• TASK DIRECTIONS: Every line in the data below that has the word "Vitória" should be returned.

(Stored items)

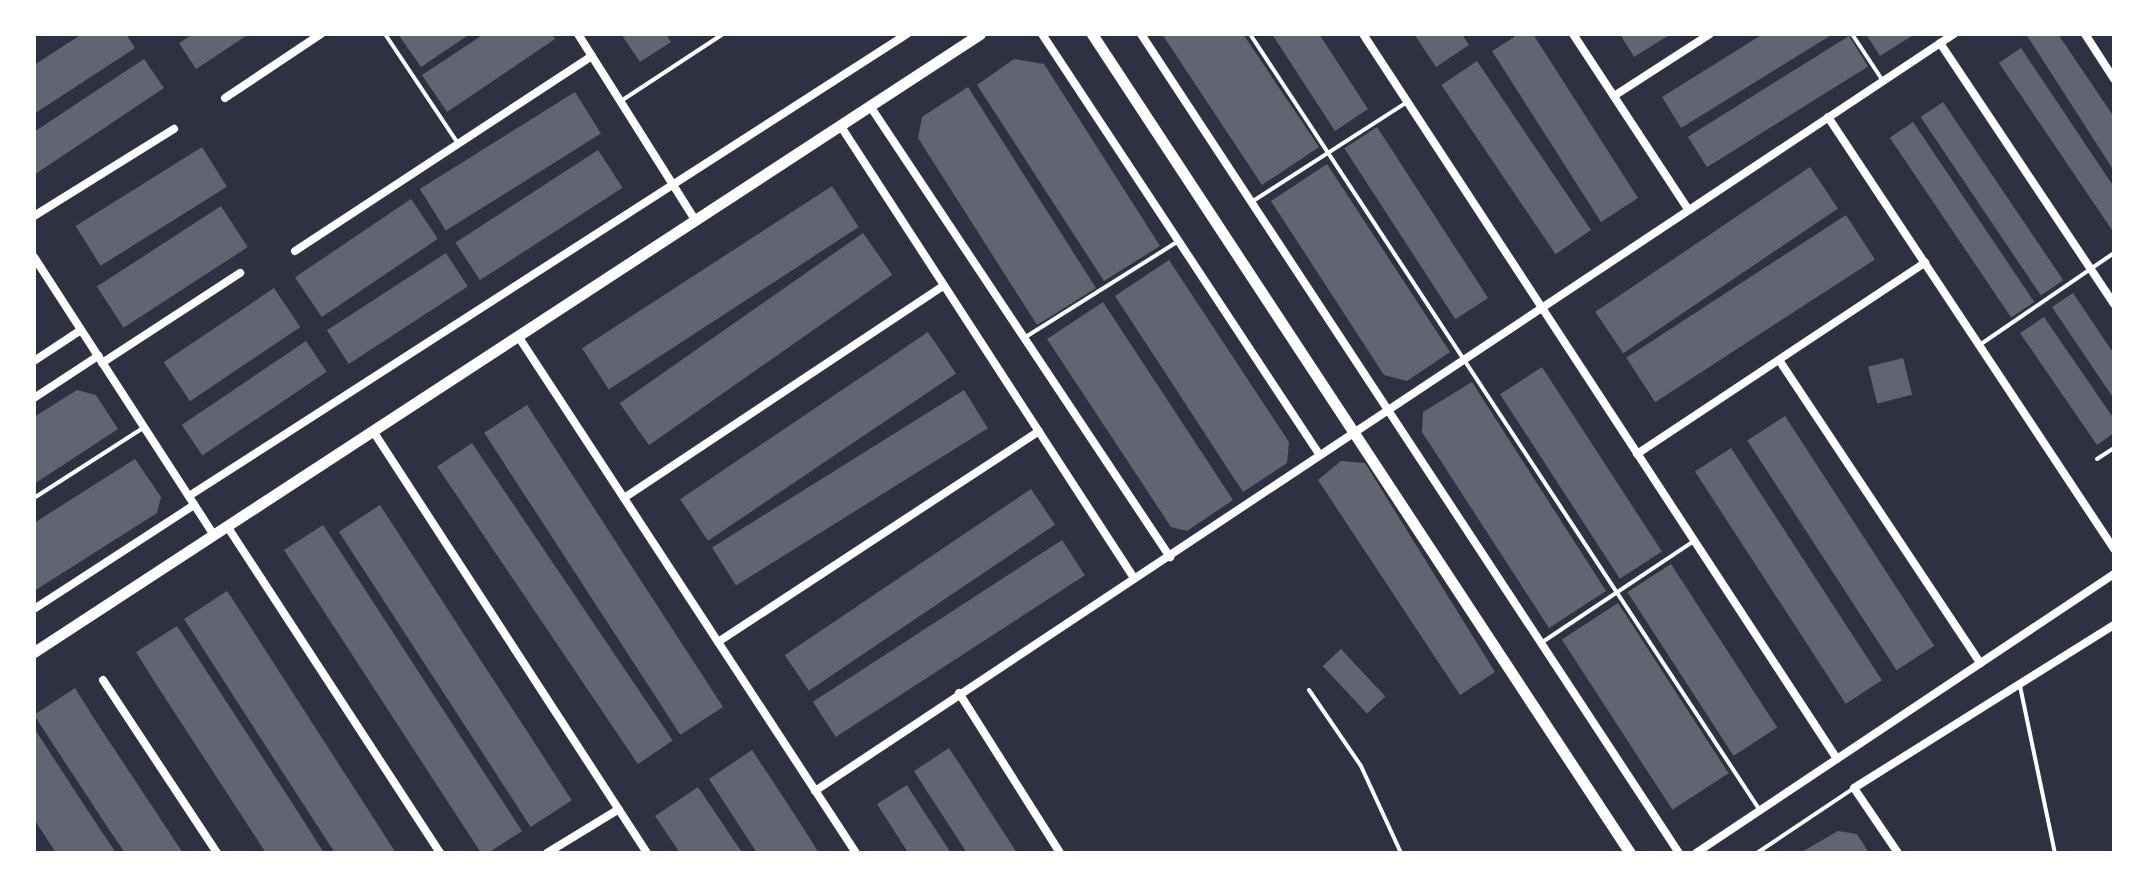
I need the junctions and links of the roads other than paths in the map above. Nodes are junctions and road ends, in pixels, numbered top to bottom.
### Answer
1 (321, 34) edge
2 (385, 34) edge
3 (578, 34) edge
4 (723, 34) edge
5 (907, 34) edge
6 (980, 34) edge
7 (1042, 34) edge
8 (1092, 34) edge
9 (1141, 34) edge
10 (1250, 34) edge
11 (1363, 34) edge
12 (1573, 34) edge
13 (1710, 34) edge
14 (1852, 34) edge
15 (1954, 34) edge
16 (2085, 34) edge
17 (1940, 43) junction
18 (592, 56) junction
19 (2114, 79) edge
20 (1883, 81) junction
21 (1614, 96) junction
22 (225, 98) dead end
23 (620, 102) junction
24 (1407, 102) junction
25 (870, 106) junction
26 (1828, 117) junction
27 (840, 125) junction
28 (174, 129) dead end
29 (458, 144) junction
30 (1328, 153) junction
31 (672, 183) junction
32 (1251, 203) junction
33 (1688, 209) junction
34 (34, 216) edge
35 (695, 220) junction
36 (1177, 242) junction
37 (295, 251) dead end
38 (2114, 253) edge
39 (34, 257) edge
40 (1925, 263) junction
41 (2091, 269) junction
42 (240, 273) dead end
43 (944, 285) junction
44 (2114, 304) edge
45 (1539, 306) junction
46 (81, 330) junction
47 (518, 336) junction
48 (1024, 338) junction
49 (1979, 346) junction
50 (1462, 357) junction
51 (100, 359) junction
52 (1779, 360) junction
53 (34, 361) edge
54 (34, 398) edge
55 (1386, 407) junction
56 (144, 427) junction
57 (1352, 430) junction
58 (373, 431) junction
59 (1039, 431) junction
60 (2114, 448) edge
61 (1319, 454) junction
62 (1637, 454) junction
63 (2097, 459) dead end
64 (34, 498) edge
65 (624, 498) junction
66 (191, 500) junction
67 (227, 526) junction
68 (213, 534) junction
69 (1694, 541) junction
70 (2114, 549) edge
71 (1170, 557) junction
72 (2114, 574) edge
73 (1134, 578) junction
74 (1617, 593) junction
75 (34, 609) edge
76 (2114, 625) edge
77 (718, 642) junction
78 (1541, 643) junction
79 (34, 652) edge
80 (1980, 663) junction
81 (103, 680) dead end
82 (2020, 684) junction
83 (1309, 690) dead end
84 (959, 693) junction
85 (1837, 759) junction
86 (1854, 788) junction
87 (815, 791) junction
88 (619, 809) junction
89 (1760, 811) junction
90 (217, 853) edge
91 (440, 853) edge
92 (547, 853) edge
93 (647, 853) edge
94 (856, 853) edge
95 (1060, 853) edge
96 (1401, 853) edge
97 (1630, 853) edge
98 (1679, 853) edge
99 (1696, 853) edge
100 (1757, 853) edge
101 (1898, 853) edge
102 (2055, 853) edge

1 - 22 street
2 - 29 lane
3 - 18 street
4 - 23 lane
5 - 31 street
6 - 25 street
7 - 36 street
8 - 57 street
9 - 32 street
10 - 30 lane
11 - 24 street
12 - 21 street
13 - 21 street
14 - 20 lane
15 - 17 street
16 - 19 street
17 - 20 street
17 - 41 street
18 - 23 street
18 - 29 street
20 - 26 street
21 - 33 street
23 - 31 street
24 - 30 lane
24 - 45 street
25 - 27 street
25 - 48 street
26 - 33 street
26 - 40 street
27 - 35 street
27 - 43 street
28 - 34 street
29 - 37 street
30 - 32 lane
30 - 50 lane
31 - 35 street
31 - 66 street
32 - 55 street
33 - 45 street
35 - 47 street
36 - 48 lane
36 - 61 street
38 - 41 lane
39 - 46 street
40 - 49 street
40 - 52 street
41 - 44 street
41 - 49 lane
42 - 51 street
43 - 59 street
43 - 65 street
45 - 50 street
45 - 62 street
46 - 51 street
46 - 53 street
47 - 58 street
47 - 65 street
48 - 71 street
49 - 70 street
50 - 55 street
50 - 74 lane
51 - 54 street
51 - 56 street
52 - 62 street
52 - 80 street
55 - 57 street
55 - 78 street
56 - 64 lane
56 - 66 street
57 - 61 street
57 - 97 street
58 - 67 street
58 - 88 street
59 - 73 street
59 - 77 street
60 - 63 lane
61 - 71 street
62 - 69 street
65 - 77 street
66 - 68 street
66 - 75 street
67 - 68 street
67 - 91 street
68 - 79 street
69 - 74 lane
69 - 85 street
71 - 73 street
72 - 80 street
73 - 84 street
74 - 78 lane
74 - 89 lane
76 - 82 street
77 - 87 street
78 - 98 street
80 - 85 street
81 - 90 street
82 - 86 street
82 - 102 lane
83 - 96 lane
84 - 87 street
84 - 95 street
85 - 89 street
86 - 100 lane
86 - 101 street
87 - 94 street
88 - 92 street
88 - 93 street
89 - 99 street

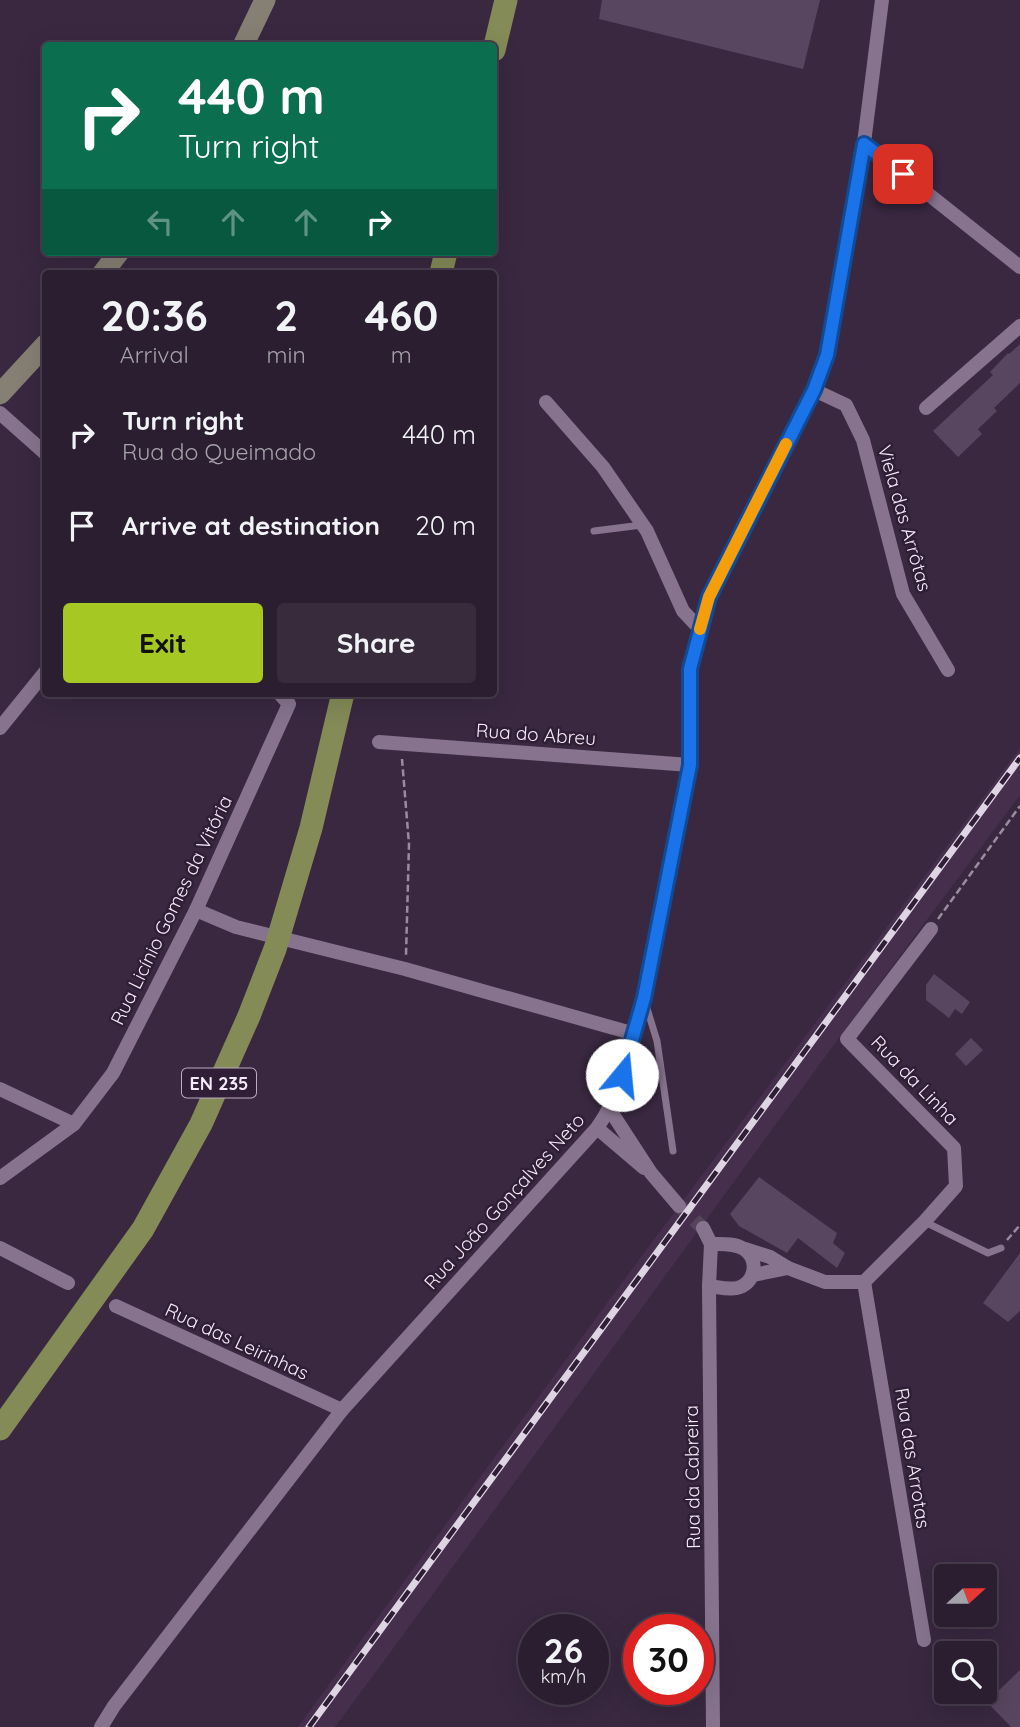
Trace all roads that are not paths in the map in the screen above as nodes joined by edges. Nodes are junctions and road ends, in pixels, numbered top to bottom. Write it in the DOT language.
graph roads {
  1 [pos="265,0"];
  2 [pos="506,0"];
  3 [pos="883,0"];
  4 [pos="245,42"];
  5 [pos="496,42"];
  6 [pos="864,144"];
  7 [pos="116,256"];
  8 [pos="1020,267"];
  9 [pos="105,270"];
  10 [pos="1020,326"];
  11 [pos="42,348"];
  12 [pos="814,390"];
  13 [pos="0,394"];
  14 [pos="546,402"];
  15 [pos="926,408"];
  16 [pos="0,413"];
  17 [pos="42,450"];
  18 [pos="643,525"];
  19 [pos="594,531"];
  20 [pos="700,629"];
  21 [pos="948,670"];
  22 [pos="42,676"];
  23 [pos="342,697"];
  24 [pos="284,698"];
  25 [pos="0,727"];
  26 [pos="379,741"];
  27 [pos="690,765"];
  28 [pos="196,910"];
  29 [pos="930,929"];
  30 [pos="644,998"];
  31 [pos="635,1034"];
  32 [pos="0,1089"];
  33 [pos="610,1110"];
  34 [pos="74,1124"];
  35 [pos="597,1128"];
  36 [pos="673,1151"];
  37 [pos="651,1173"];
  38 [pos="0,1178"];
  39 [pos="679,1206"];
  40 [pos="925,1222"];
  41 [pos="702,1228"];
  42 [pos="711,1244"];
  43 [pos="0,1248"];
  44 [pos="1001,1248"];
  45 [pos="745,1249"];
  46 [pos="788,1268"];
  47 [pos="753,1275"];
  48 [pos="864,1282"];
  49 [pos="68,1283"];
  50 [pos="709,1286"];
  51 [pos="116,1306"];
  52 [pos="342,1410"];
  53 [pos="0,1429"];
  54 [pos="924,1640"];
  55 [pos="101,1727"];
  56 [pos="713,1727"];
  1 -- 4 [label="main road"];
  2 -- 5 [label="main road"];
  3 -- 6 [label="street, Rua João Gonçalves Neto"];
  6 -- 8 [label="street"];
  6 -- 12 [label="street, Rua João Gonçalves Neto"];
  7 -- 9 [label="main road"];
  10 -- 15 [label="street"];
  11 -- 13 [label="main road"];
  12 -- 20 [label="street, Rua João Gonçalves Neto"];
  12 -- 21 [label="street, Viela das Arrôtas"];
  14 -- 18 [label="street"];
  16 -- 17 [label="street"];
  18 -- 19 [label="lane"];
  18 -- 20 [label="street"];
  20 -- 27 [label="street, Rua João Gonçalves Neto"];
  22 -- 25 [label="street"];
  23 -- 53 [label="main road, EN 235"];
  24 -- 28 [label="street, Rua Licínio Gomes da Vitória"];
  26 -- 27 [label="street, Rua do Abreu"];
  27 -- 30 [label="street, Rua João Gonçalves Neto"];
  28 -- 31 [label="street"];
  28 -- 34 [label="street, Rua Licínio Gomes da Vitória"];
  29 -- 40 [label="street, Rua da Linha"];
  30 -- 31 [label="street, Rua João Gonçalves Neto"];
  30 -- 36 [label="lane"];
  31 -- 33 [label="street, Rua João Gonçalves Neto"];
  32 -- 34 [label="street"];
  33 -- 35 [label="street, Rua João Gonçalves Neto"];
  33 -- 37 [label="street"];
  34 -- 38 [label="street, Rua Licínio Gomes da Vitória"];
  35 -- 37 [label="street"];
  35 -- 52 [label="street, Rua João Gonçalves Neto"];
  37 -- 39 [label="street"];
  40 -- 44 [label="lane"];
  40 -- 48 [label="street, Rua da Linha"];
  41 -- 42 [label="street"];
  42 -- 45 [label="street"];
  42 -- 50 [label="street, Rua da Cabreira"];
  43 -- 49 [label="street"];
  45 -- 46 [label="street"];
  45 -- 47 [label="street"];
  46 -- 47 [label="street"];
  46 -- 48 [label="street"];
  47 -- 50 [label="street"];
  48 -- 54 [label="street, Rua das Arrotas"];
  50 -- 56 [label="street, Rua da Cabreira"];
  51 -- 52 [label="street, Rua das Leirinhas"];
  52 -- 55 [label="street, Rua João Gonçalves Neto"];
}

• SOLUTION TO THE EXERCISE:
  24 -- 28 [label="street, Rua Licínio Gomes da Vitória"];
  28 -- 34 [label="street, Rua Licínio Gomes da Vitória"];
  34 -- 38 [label="street, Rua Licínio Gomes da Vitória"];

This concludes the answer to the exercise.